I noticed that there isn't a single line in my translation that is identical to the translation by WCW. Most of what is different, I think, lays in places where I was more literal to the original, and WCW was more loose. For instance, I did not invert 'the life of a man' where he turned it into 'a man's life.' (The issue of whether or not to invert reminds me of the week that I came back from the Spain trip - we spoke a lot of the language while in the country, and at home I would find myself inverting sentences in my head to fit the Spanish syntax properly.)

The places that I'm most satisfied with - that sound the most poetic and feel the closest to what was intended - are: "A little bit of foam that shines on the inside of a glass", "And the echo comes before the voices that produce it," & "In the garden that yawns and is full of air." Lines 12-15 confuse me, but as they are pretty similar to what WCW made of them, I'll assume that they're a bit of our original poet's own weirdness. I also think the couplet is particularly beautiful. 

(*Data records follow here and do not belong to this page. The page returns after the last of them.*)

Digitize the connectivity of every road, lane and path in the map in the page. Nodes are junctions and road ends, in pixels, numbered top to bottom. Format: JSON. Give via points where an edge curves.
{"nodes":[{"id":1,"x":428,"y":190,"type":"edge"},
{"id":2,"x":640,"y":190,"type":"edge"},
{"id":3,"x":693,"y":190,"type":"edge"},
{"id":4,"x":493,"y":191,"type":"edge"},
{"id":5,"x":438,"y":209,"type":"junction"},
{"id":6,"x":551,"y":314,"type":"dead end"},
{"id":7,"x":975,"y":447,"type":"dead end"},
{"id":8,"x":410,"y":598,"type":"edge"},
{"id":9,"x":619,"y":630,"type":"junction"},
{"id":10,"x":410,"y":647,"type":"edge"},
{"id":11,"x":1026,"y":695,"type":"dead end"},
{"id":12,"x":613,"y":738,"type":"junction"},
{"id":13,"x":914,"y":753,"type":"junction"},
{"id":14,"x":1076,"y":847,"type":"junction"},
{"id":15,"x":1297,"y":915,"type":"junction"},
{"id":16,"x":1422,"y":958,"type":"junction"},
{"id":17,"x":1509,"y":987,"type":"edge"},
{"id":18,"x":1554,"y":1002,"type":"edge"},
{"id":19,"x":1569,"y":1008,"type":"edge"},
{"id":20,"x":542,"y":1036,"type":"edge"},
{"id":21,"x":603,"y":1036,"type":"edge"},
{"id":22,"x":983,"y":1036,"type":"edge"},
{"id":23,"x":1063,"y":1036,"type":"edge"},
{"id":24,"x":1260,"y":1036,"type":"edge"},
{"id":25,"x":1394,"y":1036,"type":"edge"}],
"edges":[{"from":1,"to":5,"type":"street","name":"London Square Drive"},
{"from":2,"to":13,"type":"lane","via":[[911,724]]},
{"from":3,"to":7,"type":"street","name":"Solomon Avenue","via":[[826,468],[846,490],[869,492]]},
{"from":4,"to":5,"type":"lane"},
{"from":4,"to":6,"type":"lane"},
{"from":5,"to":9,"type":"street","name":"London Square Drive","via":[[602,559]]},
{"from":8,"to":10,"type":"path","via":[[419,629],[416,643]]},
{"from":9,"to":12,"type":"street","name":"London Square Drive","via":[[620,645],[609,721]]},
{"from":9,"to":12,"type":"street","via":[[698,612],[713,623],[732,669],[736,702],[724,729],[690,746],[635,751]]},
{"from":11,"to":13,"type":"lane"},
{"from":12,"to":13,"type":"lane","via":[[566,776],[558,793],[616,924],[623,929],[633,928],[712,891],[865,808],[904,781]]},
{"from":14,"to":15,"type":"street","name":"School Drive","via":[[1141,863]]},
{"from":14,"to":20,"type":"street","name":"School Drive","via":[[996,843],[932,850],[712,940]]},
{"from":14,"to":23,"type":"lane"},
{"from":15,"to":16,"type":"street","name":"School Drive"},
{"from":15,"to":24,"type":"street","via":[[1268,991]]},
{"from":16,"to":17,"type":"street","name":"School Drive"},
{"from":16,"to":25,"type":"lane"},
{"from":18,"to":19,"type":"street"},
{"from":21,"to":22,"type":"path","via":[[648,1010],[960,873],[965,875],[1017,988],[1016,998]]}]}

Translating this poem felt a lot different from translating Soneto XI by Pablo Neruda. In Neruda's poem, I felt particularly bound to keep the translation as strict as possible. In Parra's poem, it became apparent right away that the same would not be possible. For instance, the phrase, "Ya que" in general felt strange to be translating exactly as "Because." I want to pay closer attention to when translating loose seems more appropriate and when translating strictly seems more appropriate.